Response 13: The material method section has been revised, with the suggestions. Some sentences have been deleted (lines 762 onwards) and related software and databases have been cited.
Comment 14. The rice genome size is 400Mb, with a total of 50,000 SNPs, and the average distance between SNPs is approximately 8Kb.
Response 14: The average distance between adjacent SNPs is 0.745 kbp as stated by Singh et al. (2015) [99]
Comment 17. What I want to ask is how to detect up-regulated genes (differentially expressed genes) rather than quantify expression level. Related software should be provided.
Response 17: Thank you for your question
Regarding the detection of up-regulated genes. We used the Rice Genome Annotation Project (RGAP) database to obtain FPKM expression values (http://rice.uga.edu/expression.shtml) for various tissues, including leaves (20 days), post-emergence inflorescence, pre-emergence inflorescence, anther, pistil, seed (5 days after pollination (DAP)), embryo (25 DAP), endosperm (25 DAP), seed (10 DAP), and shoots. All 60 candidate genes (CGs) expression values were visualized using a heatmap (Figure 9, Table S6). We have compared the FPKM values among the mentioned tissues.

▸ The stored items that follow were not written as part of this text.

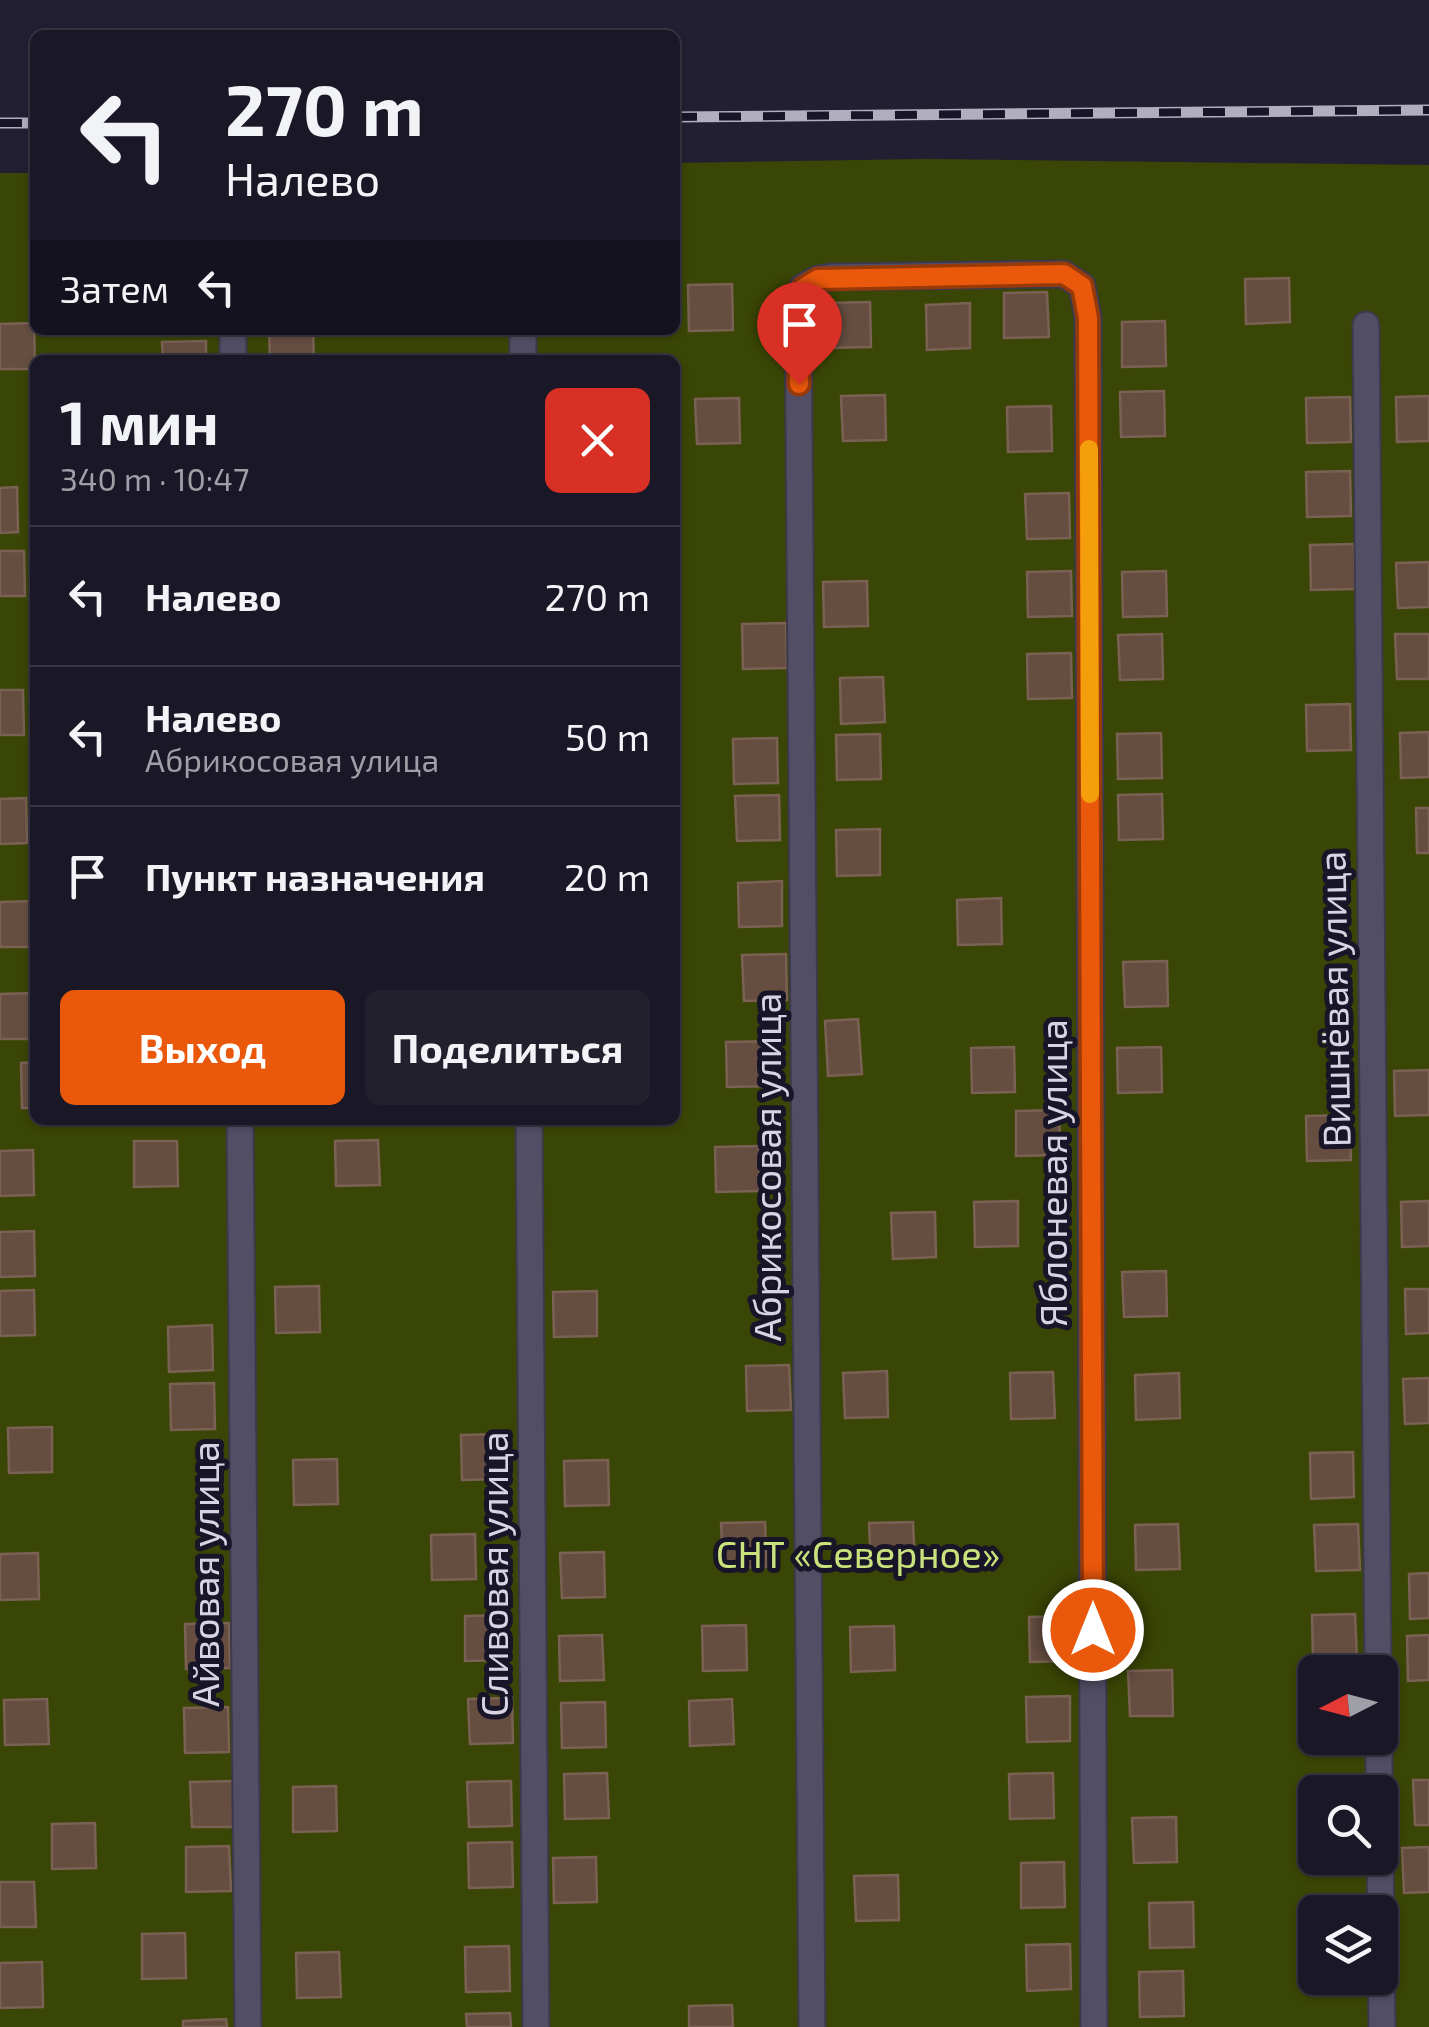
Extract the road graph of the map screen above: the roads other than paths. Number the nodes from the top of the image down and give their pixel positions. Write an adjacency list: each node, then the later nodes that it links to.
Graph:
1 (798, 306): 9 (street, Абрикосовая улица); 10 (street, Яблоневая улица)
2 (1366, 326): 5 (street, Вишнёвая улица)
3 (240, 1125): 7 (street, Айвовая улица)
4 (529, 1125): 8 (street, Сливовая улица)
5 (1378, 1655)
6 (1380, 1875): 11 (street)
7 (248, 2027)
8 (536, 2027)
9 (812, 2027)
10 (1094, 2027)
11 (1382, 2027)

We downloaded the complete expression data table for all rice genes from the Rice Expression Matrix File, available in Excel, and zipped tab-delimited text file formats in the RGAP database. The expression data were derived from the NCBI Sequence Read Archive (SRA). Sequence reads were mapped to the version 7 pseudomolecules using Tophat (Trapnell et al.,2009), and RNA-Seq libraries' expression abundances were calculated with Cufflinks (Trapnell et al., 2010). This comprehensive approach allowed us to detect and analyze candidate genes across various mentioned tissues and developmental stages in rice.